_The task_. Scan the data. Collect each line that contains the word "joint".

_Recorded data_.
■ ■ ■ ■ ■ ■ ■

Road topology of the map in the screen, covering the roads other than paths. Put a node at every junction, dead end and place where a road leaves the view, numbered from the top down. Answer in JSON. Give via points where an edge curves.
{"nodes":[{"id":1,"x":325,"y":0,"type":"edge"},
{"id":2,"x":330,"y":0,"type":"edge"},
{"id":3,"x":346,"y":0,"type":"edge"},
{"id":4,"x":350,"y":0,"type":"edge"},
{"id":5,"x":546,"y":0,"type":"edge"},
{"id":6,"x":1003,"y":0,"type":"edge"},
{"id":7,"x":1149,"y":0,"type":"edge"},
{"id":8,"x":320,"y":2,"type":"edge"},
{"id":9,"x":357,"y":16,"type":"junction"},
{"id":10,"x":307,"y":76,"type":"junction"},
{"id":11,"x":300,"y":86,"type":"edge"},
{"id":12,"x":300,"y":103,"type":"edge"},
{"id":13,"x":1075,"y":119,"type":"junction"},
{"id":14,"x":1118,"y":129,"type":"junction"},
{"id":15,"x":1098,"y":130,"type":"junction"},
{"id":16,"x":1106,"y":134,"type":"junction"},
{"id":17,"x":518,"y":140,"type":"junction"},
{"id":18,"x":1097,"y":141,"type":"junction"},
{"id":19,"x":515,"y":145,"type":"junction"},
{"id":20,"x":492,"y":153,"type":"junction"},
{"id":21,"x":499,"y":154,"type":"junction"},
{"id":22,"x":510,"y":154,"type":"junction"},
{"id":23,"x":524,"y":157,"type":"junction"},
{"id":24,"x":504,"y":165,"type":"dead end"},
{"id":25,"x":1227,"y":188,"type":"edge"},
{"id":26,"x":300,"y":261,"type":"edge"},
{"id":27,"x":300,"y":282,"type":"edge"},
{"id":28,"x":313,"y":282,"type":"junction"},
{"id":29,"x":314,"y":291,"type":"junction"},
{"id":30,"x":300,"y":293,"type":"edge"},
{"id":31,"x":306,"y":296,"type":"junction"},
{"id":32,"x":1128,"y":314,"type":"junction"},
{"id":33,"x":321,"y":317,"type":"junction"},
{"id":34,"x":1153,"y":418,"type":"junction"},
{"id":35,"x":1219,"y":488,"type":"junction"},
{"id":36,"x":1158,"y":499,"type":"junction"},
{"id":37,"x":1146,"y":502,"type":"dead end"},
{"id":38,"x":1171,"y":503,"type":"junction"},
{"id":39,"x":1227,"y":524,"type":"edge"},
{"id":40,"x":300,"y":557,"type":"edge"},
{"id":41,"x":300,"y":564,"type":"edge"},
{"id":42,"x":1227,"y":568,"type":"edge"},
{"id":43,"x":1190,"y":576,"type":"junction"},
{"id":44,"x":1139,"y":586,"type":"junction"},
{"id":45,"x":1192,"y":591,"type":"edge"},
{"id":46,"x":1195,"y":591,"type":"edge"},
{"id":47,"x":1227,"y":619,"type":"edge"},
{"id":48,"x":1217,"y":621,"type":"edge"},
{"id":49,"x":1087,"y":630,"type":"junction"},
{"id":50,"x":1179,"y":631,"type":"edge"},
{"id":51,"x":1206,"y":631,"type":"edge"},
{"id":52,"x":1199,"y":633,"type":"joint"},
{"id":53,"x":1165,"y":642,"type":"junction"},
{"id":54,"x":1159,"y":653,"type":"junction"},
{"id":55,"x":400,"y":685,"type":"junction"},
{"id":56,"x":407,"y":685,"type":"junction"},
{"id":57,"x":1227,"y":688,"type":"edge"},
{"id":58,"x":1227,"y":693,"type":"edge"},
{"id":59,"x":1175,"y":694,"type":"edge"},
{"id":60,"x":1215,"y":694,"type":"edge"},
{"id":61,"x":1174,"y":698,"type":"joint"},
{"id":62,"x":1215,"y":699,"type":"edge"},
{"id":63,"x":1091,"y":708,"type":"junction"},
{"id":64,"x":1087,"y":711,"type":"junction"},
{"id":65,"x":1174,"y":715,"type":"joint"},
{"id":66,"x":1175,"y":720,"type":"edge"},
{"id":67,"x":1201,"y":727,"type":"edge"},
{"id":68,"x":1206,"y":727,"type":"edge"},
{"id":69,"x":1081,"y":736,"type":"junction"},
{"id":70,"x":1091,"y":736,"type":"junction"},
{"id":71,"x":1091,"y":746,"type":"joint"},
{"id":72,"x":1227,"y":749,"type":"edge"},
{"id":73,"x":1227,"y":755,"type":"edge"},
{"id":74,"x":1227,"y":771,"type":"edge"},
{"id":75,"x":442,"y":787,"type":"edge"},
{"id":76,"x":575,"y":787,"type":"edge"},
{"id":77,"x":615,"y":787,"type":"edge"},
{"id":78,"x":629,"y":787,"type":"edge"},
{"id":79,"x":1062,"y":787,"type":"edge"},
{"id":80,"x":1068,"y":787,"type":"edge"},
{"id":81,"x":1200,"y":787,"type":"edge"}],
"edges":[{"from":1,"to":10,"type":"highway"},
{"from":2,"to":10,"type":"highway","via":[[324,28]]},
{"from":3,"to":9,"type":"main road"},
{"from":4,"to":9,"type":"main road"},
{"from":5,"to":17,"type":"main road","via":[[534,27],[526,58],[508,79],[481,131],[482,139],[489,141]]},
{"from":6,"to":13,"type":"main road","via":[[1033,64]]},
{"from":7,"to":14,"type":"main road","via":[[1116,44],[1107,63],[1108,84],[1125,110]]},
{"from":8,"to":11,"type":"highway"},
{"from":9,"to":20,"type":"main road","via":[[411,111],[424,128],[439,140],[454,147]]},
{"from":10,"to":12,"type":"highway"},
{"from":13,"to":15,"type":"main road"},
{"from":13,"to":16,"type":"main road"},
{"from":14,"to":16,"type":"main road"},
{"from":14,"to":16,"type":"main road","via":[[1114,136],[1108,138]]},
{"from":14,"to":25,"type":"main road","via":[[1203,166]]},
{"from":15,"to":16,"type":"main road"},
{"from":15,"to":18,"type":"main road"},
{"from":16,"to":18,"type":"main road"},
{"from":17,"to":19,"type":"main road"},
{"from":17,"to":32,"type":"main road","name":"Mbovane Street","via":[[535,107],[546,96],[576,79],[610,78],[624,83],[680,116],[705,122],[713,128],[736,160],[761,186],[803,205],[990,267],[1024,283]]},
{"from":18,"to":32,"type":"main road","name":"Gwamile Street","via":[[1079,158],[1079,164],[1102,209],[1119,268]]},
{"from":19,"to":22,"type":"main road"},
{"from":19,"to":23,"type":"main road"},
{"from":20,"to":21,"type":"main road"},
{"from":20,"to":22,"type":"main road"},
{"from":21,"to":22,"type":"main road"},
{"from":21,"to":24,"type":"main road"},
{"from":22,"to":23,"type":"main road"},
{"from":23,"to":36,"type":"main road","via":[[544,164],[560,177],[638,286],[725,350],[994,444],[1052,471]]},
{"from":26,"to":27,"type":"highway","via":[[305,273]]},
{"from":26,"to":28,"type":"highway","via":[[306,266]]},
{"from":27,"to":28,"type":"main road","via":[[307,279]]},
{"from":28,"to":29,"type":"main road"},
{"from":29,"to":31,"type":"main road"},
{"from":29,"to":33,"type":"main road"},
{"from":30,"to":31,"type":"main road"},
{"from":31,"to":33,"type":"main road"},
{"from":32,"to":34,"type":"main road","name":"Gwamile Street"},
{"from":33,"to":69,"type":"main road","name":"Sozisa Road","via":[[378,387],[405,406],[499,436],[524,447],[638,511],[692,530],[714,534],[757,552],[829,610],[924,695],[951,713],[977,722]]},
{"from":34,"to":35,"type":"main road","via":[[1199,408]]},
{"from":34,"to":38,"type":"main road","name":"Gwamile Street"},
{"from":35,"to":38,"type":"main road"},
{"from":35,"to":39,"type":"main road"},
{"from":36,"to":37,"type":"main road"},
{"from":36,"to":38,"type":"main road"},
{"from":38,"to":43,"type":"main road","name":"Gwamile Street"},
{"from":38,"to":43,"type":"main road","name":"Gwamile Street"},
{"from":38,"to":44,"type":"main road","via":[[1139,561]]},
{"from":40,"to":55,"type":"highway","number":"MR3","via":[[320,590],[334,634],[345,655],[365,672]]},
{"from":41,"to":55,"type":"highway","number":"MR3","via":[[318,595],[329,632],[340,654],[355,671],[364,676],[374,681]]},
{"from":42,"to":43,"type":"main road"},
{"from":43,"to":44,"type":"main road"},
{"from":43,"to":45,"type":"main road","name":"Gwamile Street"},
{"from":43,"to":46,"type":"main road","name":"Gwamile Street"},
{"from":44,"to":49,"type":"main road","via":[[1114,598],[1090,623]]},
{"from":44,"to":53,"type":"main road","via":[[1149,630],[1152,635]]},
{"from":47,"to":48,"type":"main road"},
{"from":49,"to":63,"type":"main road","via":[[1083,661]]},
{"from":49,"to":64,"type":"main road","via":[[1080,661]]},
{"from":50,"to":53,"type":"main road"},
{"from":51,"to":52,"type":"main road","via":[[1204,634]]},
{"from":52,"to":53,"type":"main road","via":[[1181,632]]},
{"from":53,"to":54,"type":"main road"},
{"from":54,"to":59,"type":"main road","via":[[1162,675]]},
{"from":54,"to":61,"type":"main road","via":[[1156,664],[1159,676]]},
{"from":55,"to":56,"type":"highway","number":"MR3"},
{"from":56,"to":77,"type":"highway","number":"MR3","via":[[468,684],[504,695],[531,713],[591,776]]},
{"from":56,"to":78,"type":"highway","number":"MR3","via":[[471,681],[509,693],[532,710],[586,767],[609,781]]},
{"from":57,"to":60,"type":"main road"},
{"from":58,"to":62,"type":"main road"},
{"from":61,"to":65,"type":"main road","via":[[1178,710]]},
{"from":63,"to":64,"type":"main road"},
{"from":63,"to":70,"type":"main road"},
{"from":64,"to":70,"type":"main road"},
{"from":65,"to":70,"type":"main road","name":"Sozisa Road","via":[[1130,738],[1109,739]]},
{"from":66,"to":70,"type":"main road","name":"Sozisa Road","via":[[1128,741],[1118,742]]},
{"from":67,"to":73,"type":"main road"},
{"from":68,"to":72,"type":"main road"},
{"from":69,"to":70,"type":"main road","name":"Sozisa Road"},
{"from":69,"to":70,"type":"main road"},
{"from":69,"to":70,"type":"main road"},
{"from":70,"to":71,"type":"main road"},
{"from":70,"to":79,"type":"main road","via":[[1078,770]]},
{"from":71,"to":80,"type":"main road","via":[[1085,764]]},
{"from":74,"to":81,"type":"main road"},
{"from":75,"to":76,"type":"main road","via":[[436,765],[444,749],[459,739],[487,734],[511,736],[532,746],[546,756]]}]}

■ ■ ■ ■ ■ ■ ■

_Answer box_.
{"id":52,"x":1199,"y":633,"type":"joint"},
{"id":61,"x":1174,"y":698,"type":"joint"},
{"id":65,"x":1174,"y":715,"type":"joint"},
{"id":71,"x":1091,"y":746,"type":"joint"},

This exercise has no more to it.